- INSTRUCTIONS TO FOLLOW: Without pictures, retype the following entries exactly.
+ + +
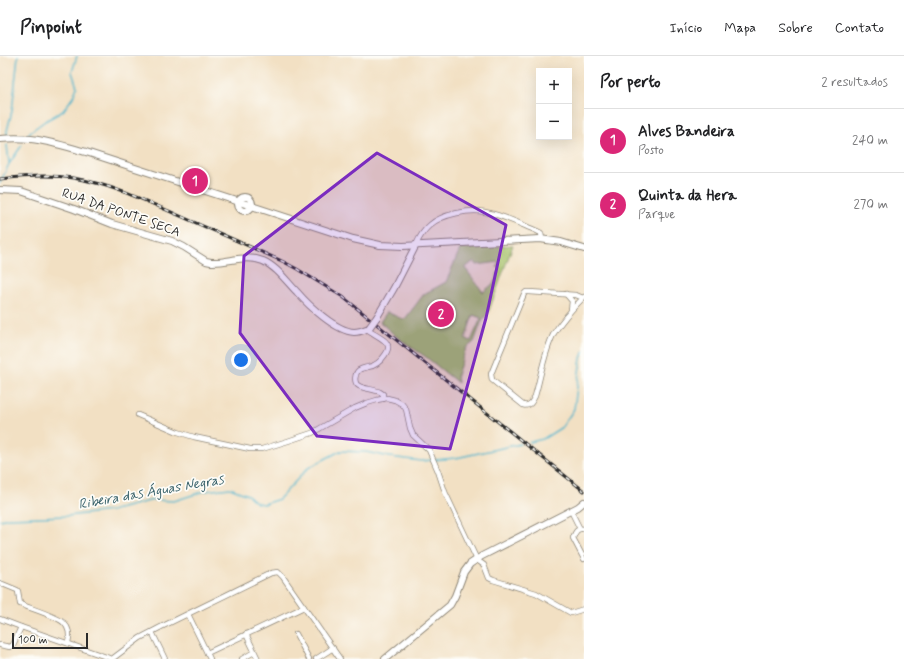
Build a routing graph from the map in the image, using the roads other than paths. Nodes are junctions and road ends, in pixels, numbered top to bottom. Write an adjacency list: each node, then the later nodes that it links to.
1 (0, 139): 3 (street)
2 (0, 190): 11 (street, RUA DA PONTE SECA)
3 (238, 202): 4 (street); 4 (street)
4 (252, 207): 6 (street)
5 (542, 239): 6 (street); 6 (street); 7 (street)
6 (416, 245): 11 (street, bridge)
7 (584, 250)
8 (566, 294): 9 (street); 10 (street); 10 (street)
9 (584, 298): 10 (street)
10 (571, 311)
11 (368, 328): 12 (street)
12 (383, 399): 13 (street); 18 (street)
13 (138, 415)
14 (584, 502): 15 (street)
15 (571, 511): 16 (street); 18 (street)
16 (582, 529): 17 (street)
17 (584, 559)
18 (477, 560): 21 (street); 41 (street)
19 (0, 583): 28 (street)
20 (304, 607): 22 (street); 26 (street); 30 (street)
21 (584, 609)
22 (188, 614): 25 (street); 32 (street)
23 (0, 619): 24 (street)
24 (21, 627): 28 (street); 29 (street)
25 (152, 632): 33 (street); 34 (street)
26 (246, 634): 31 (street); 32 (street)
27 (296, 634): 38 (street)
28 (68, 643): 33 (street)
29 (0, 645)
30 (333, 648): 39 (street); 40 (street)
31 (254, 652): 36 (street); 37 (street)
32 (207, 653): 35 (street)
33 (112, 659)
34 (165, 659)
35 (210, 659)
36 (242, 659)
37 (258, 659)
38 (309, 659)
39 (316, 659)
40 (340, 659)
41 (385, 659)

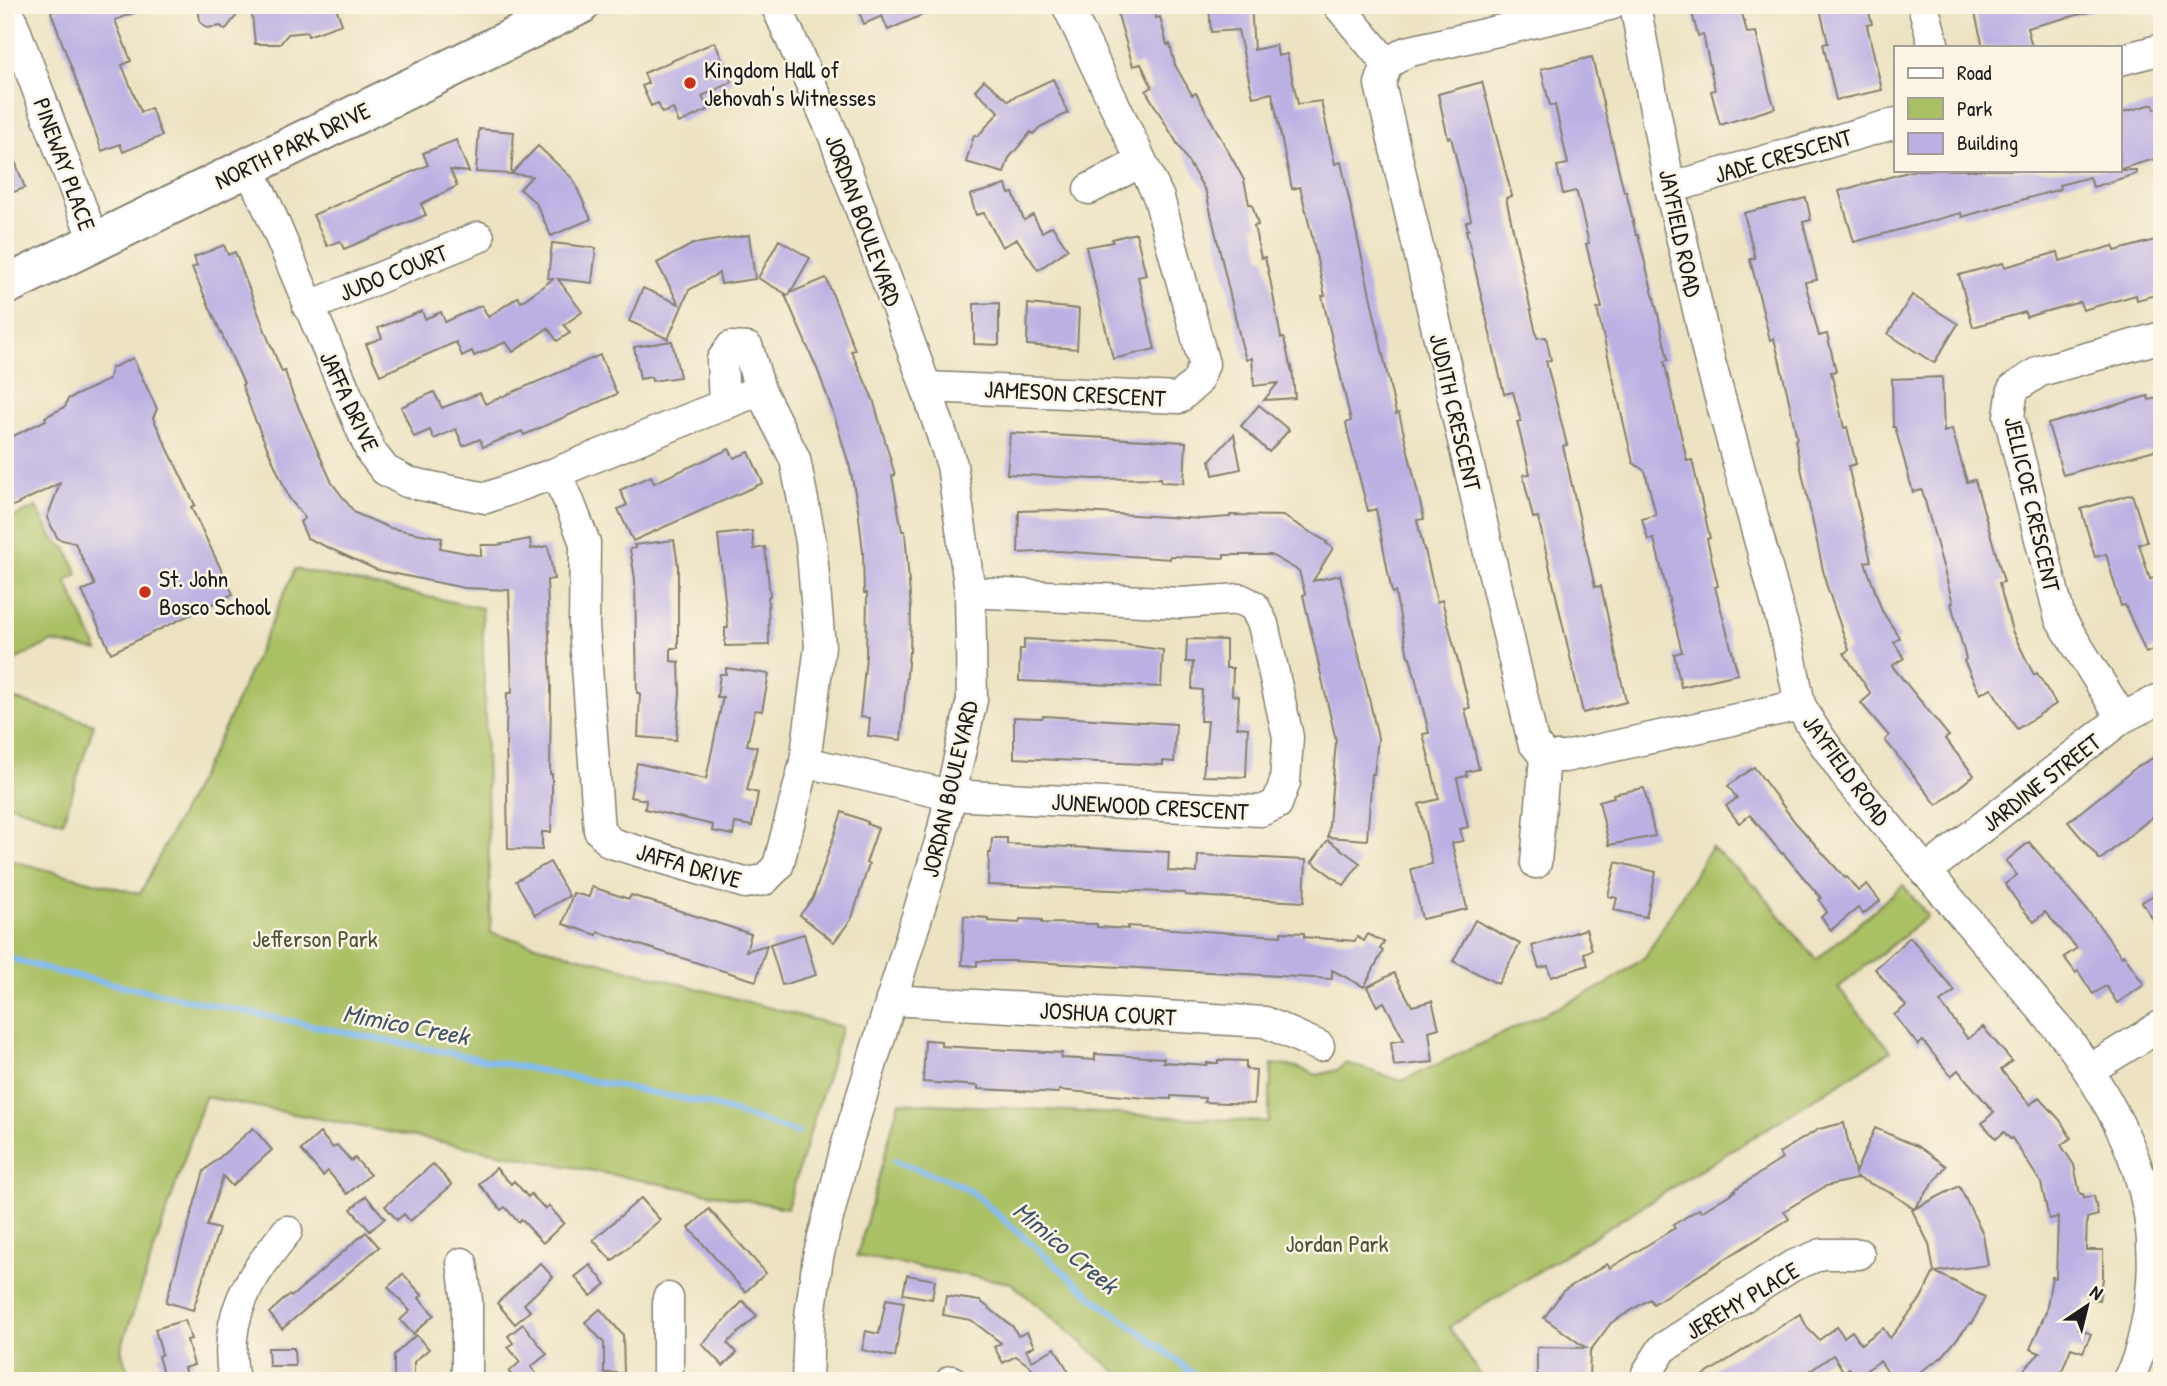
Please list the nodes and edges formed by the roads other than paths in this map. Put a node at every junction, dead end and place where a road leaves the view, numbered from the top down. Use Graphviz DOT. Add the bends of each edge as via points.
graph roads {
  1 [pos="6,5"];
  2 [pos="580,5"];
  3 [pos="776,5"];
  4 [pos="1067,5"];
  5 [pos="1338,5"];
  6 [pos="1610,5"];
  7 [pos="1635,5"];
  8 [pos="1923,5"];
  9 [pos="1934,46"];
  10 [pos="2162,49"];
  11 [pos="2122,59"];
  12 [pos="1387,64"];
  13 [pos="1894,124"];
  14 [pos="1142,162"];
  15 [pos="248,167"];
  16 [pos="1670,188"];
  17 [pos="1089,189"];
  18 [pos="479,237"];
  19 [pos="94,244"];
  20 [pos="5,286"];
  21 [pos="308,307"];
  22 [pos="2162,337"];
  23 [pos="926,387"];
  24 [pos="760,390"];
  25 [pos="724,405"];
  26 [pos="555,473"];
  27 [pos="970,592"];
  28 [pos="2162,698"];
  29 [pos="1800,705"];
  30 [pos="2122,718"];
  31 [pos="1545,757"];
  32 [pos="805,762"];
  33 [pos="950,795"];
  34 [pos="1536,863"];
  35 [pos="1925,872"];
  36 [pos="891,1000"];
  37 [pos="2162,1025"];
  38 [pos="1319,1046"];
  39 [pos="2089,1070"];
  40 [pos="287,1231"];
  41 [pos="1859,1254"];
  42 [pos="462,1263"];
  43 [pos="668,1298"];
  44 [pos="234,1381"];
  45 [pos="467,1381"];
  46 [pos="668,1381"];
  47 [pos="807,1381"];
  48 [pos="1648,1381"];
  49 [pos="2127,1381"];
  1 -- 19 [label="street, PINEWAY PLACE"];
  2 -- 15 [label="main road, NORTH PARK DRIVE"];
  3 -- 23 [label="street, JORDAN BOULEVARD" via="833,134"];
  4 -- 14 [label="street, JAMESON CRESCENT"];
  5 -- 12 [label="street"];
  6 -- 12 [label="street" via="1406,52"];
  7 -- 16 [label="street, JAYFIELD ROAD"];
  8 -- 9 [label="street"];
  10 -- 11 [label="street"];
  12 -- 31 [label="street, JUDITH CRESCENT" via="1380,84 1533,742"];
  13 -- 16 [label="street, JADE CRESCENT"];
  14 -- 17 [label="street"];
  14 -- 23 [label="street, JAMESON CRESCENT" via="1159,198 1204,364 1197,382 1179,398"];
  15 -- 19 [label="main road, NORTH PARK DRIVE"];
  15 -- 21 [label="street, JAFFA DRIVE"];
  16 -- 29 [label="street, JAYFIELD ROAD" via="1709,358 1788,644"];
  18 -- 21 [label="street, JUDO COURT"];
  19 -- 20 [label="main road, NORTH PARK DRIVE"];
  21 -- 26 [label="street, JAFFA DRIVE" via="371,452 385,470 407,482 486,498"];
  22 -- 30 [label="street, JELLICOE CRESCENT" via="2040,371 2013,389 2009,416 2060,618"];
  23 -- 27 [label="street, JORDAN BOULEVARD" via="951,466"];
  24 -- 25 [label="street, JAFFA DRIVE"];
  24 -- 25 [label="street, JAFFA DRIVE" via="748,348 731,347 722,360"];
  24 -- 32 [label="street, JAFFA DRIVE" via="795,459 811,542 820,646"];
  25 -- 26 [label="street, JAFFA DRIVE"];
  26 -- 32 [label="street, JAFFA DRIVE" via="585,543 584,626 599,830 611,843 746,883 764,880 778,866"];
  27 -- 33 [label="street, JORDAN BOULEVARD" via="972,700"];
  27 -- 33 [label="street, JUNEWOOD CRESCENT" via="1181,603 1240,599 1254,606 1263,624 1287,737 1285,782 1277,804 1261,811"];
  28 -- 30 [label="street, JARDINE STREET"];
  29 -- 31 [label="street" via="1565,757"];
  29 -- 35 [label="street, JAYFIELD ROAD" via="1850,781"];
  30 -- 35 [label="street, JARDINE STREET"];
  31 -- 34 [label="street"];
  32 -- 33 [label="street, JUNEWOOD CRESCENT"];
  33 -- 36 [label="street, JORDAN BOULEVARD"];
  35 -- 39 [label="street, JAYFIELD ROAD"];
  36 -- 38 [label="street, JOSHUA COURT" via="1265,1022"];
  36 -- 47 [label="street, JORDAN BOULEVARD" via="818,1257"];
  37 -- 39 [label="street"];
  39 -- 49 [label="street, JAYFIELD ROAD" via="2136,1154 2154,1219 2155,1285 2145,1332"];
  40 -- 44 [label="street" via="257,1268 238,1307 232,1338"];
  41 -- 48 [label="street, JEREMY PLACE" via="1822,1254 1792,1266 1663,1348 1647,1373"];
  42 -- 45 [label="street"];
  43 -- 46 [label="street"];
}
+ + +
- WORKED SOLUTION:
Build a routing graph from the map in the image, using the roads other than paths. Nodes are junctions and road ends, in pixels, numbered top to bottom. Write an adjacency list: each node, then the later nodes that it links to.
1 (0, 139): 3 (street)
2 (0, 190): 11 (street, RUA DA PONTE SECA)
3 (238, 202): 4 (street); 4 (street)
4 (252, 207): 6 (street)
5 (542, 239): 6 (street); 6 (street); 7 (street)
6 (416, 245): 11 (street, bridge)
7 (584, 250)
8 (566, 294): 9 (street); 10 (street); 10 (street)
9 (584, 298): 10 (street)
10 (571, 311)
11 (368, 328): 12 (street)
12 (383, 399): 13 (street); 18 (street)
13 (138, 415)
14 (584, 502): 15 (street)
15 (571, 511): 16 (street); 18 (street)
16 (582, 529): 17 (street)
17 (584, 559)
18 (477, 560): 21 (street); 41 (street)
19 (0, 583): 28 (street)
20 (304, 607): 22 (street); 26 (street); 30 (street)
21 (584, 609)
22 (188, 614): 25 (street); 32 (street)
23 (0, 619): 24 (street)
24 (21, 627): 28 (street); 29 (street)
25 (152, 632): 33 (street); 34 (street)
26 (246, 634): 31 (street); 32 (street)
27 (296, 634): 38 (street)
28 (68, 643): 33 (street)
29 (0, 645)
30 (333, 648): 39 (street); 40 (street)
31 (254, 652): 36 (street); 37 (street)
32 (207, 653): 35 (street)
33 (112, 659)
34 (165, 659)
35 (210, 659)
36 (242, 659)
37 (258, 659)
38 (309, 659)
39 (316, 659)
40 (340, 659)
41 (385, 659)

Please list the nodes and edges formed by the roads other than paths in this map. Put a node at every junction, dead end and place where a road leaves the view, numbered from the top down. Use Graphviz DOT. Add the bends of each edge as via points.
graph roads {
  1 [pos="6,5"];
  2 [pos="580,5"];
  3 [pos="776,5"];
  4 [pos="1067,5"];
  5 [pos="1338,5"];
  6 [pos="1610,5"];
  7 [pos="1635,5"];
  8 [pos="1923,5"];
  9 [pos="1934,46"];
  10 [pos="2162,49"];
  11 [pos="2122,59"];
  12 [pos="1387,64"];
  13 [pos="1894,124"];
  14 [pos="1142,162"];
  15 [pos="248,167"];
  16 [pos="1670,188"];
  17 [pos="1089,189"];
  18 [pos="479,237"];
  19 [pos="94,244"];
  20 [pos="5,286"];
  21 [pos="308,307"];
  22 [pos="2162,337"];
  23 [pos="926,387"];
  24 [pos="760,390"];
  25 [pos="724,405"];
  26 [pos="555,473"];
  27 [pos="970,592"];
  28 [pos="2162,698"];
  29 [pos="1800,705"];
  30 [pos="2122,718"];
  31 [pos="1545,757"];
  32 [pos="805,762"];
  33 [pos="950,795"];
  34 [pos="1536,863"];
  35 [pos="1925,872"];
  36 [pos="891,1000"];
  37 [pos="2162,1025"];
  38 [pos="1319,1046"];
  39 [pos="2089,1070"];
  40 [pos="287,1231"];
  41 [pos="1859,1254"];
  42 [pos="462,1263"];
  43 [pos="668,1298"];
  44 [pos="234,1381"];
  45 [pos="467,1381"];
  46 [pos="668,1381"];
  47 [pos="807,1381"];
  48 [pos="1648,1381"];
  49 [pos="2127,1381"];
  1 -- 19 [label="street, PINEWAY PLACE"];
  2 -- 15 [label="main road, NORTH PARK DRIVE"];
  3 -- 23 [label="street, JORDAN BOULEVARD" via="833,134"];
  4 -- 14 [label="street, JAMESON CRESCENT"];
  5 -- 12 [label="street"];
  6 -- 12 [label="street" via="1406,52"];
  7 -- 16 [label="street, JAYFIELD ROAD"];
  8 -- 9 [label="street"];
  10 -- 11 [label="street"];
  12 -- 31 [label="street, JUDITH CRESCENT" via="1380,84 1533,742"];
  13 -- 16 [label="street, JADE CRESCENT"];
  14 -- 17 [label="street"];
  14 -- 23 [label="street, JAMESON CRESCENT" via="1159,198 1204,364 1197,382 1179,398"];
  15 -- 19 [label="main road, NORTH PARK DRIVE"];
  15 -- 21 [label="street, JAFFA DRIVE"];
  16 -- 29 [label="street, JAYFIELD ROAD" via="1709,358 1788,644"];
  18 -- 21 [label="street, JUDO COURT"];
  19 -- 20 [label="main road, NORTH PARK DRIVE"];
  21 -- 26 [label="street, JAFFA DRIVE" via="371,452 385,470 407,482 486,498"];
  22 -- 30 [label="street, JELLICOE CRESCENT" via="2040,371 2013,389 2009,416 2060,618"];
  23 -- 27 [label="street, JORDAN BOULEVARD" via="951,466"];
  24 -- 25 [label="street, JAFFA DRIVE"];
  24 -- 25 [label="street, JAFFA DRIVE" via="748,348 731,347 722,360"];
  24 -- 32 [label="street, JAFFA DRIVE" via="795,459 811,542 820,646"];
  25 -- 26 [label="street, JAFFA DRIVE"];
  26 -- 32 [label="street, JAFFA DRIVE" via="585,543 584,626 599,830 611,843 746,883 764,880 778,866"];
  27 -- 33 [label="street, JORDAN BOULEVARD" via="972,700"];
  27 -- 33 [label="street, JUNEWOOD CRESCENT" via="1181,603 1240,599 1254,606 1263,624 1287,737 1285,782 1277,804 1261,811"];
  28 -- 30 [label="street, JARDINE STREET"];
  29 -- 31 [label="street" via="1565,757"];
  29 -- 35 [label="street, JAYFIELD ROAD" via="1850,781"];
  30 -- 35 [label="street, JARDINE STREET"];
  31 -- 34 [label="street"];
  32 -- 33 [label="street, JUNEWOOD CRESCENT"];
  33 -- 36 [label="street, JORDAN BOULEVARD"];
  35 -- 39 [label="street, JAYFIELD ROAD"];
  36 -- 38 [label="street, JOSHUA COURT" via="1265,1022"];
  36 -- 47 [label="street, JORDAN BOULEVARD" via="818,1257"];
  37 -- 39 [label="street"];
  39 -- 49 [label="street, JAYFIELD ROAD" via="2136,1154 2154,1219 2155,1285 2145,1332"];
  40 -- 44 [label="street" via="257,1268 238,1307 232,1338"];
  41 -- 48 [label="street, JEREMY PLACE" via="1822,1254 1792,1266 1663,1348 1647,1373"];
  42 -- 45 [label="street"];
  43 -- 46 [label="street"];
}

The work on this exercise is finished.